Odm-Bcsa: An Offloading Decision-Making Framework Based on Binary Cuckoo Searchalgorithm for Mobile Edge Computing

Computational task offloading facilitates real-time applications on constrained mobile devices that require a large amount of processing resources, high storage capacity and battery power. Mobile Edge Computing (MEC) is a computing paradigm that shifts computing resources closer to the user at the network's edges. Heavy tasks are then offloaded to edge nodes, thereby reducing the computations required on the mobile side. However, offloading computational tasks may result in additional energy consumption and delays, due to network congestion and time spent in server queues.
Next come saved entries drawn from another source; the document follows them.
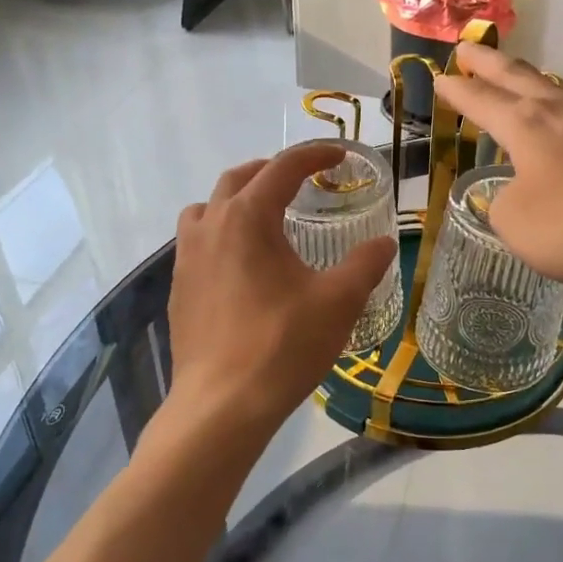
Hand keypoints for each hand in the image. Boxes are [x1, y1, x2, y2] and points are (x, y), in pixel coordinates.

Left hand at [158, 143, 396, 452]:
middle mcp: (210, 226)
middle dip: (272, 171)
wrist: (221, 406)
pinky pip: (197, 242)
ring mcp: (186, 258)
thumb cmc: (282, 345)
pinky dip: (221, 233)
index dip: (314, 155)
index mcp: (248, 218)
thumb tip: (383, 243)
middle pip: (239, 179)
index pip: (283, 168)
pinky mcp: (179, 289)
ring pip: (208, 208)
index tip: (340, 156)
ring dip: (237, 200)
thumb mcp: (338, 301)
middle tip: (302, 181)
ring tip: (265, 217)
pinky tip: (244, 266)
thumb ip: (365, 264)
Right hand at [432, 44, 562, 301]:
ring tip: (533, 89)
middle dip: (488, 63)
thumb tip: (517, 190)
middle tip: (467, 48)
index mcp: (527, 125)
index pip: (480, 101)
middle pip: (518, 76)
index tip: (440, 78)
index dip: (456, 91)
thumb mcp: (515, 225)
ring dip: (541, 86)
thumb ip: (504, 202)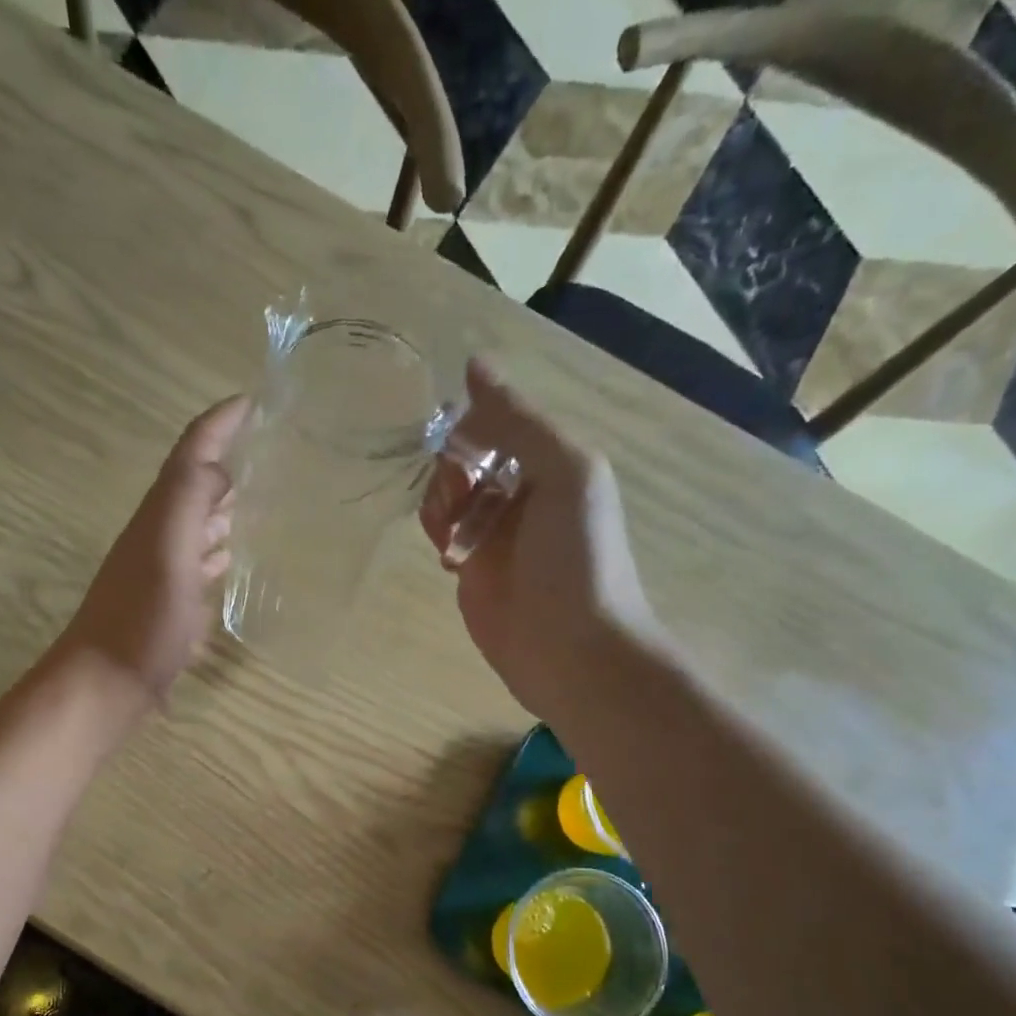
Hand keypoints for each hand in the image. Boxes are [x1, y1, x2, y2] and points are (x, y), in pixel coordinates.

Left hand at [55, 395, 246, 715]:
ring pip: (195, 527)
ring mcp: (161, 575)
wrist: (105, 685)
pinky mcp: (167, 609)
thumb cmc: (141, 620)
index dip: (218, 425)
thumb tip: (218, 464)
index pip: (190, 455)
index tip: (253, 402)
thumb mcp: (167, 552)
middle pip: (192, 487)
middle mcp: (158, 538)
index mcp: (160, 517)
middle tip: (268, 447)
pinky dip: (217, 555)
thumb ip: (188, 501)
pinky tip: (232, 563)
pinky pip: (197, 567)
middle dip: (225, 462)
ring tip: (262, 498)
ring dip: (223, 508)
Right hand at [420, 364, 662, 728]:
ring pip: (447, 494)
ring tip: (454, 535)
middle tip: (461, 500)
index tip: (462, 450)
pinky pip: (441, 534)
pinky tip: (451, 556)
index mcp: (550, 461)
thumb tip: (474, 364)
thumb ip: (520, 420)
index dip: (470, 427)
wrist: (572, 651)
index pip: (495, 420)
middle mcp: (520, 491)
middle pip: (465, 455)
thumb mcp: (565, 472)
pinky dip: (437, 534)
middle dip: (452, 469)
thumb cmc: (577, 558)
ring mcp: (493, 533)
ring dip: (440, 503)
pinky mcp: (470, 571)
Thus, to minimize completion time and energy consumption, it is essential to optimize offloading decisions, while also considering the financial costs. In this paper, we propose an Offloading Decision-Making Framework based on the Binary Cuckoo Search Algorithm for Mobile Edge Computing (ODM-BCSA). We formulated an offloading problem as a mixed-integer optimization problem to minimize time, energy, and payment costs. We resolved the problem of resource allocation using the Binary Cuckoo Search Algorithm (BCSA). The simulation results revealed that offloading decisions depend on multiple parameters, including the number of mobile devices being handled by the edge server, the bandwidth, and the number of tasks. Decisions made also depended on the priority assigned to each objective. Finally, we compared the ODM-BCSA against a brute force search, proving that the ODM-BCSA is more efficient and greatly minimizes execution time when a huge number of mobile devices are involved (by 99.9 %).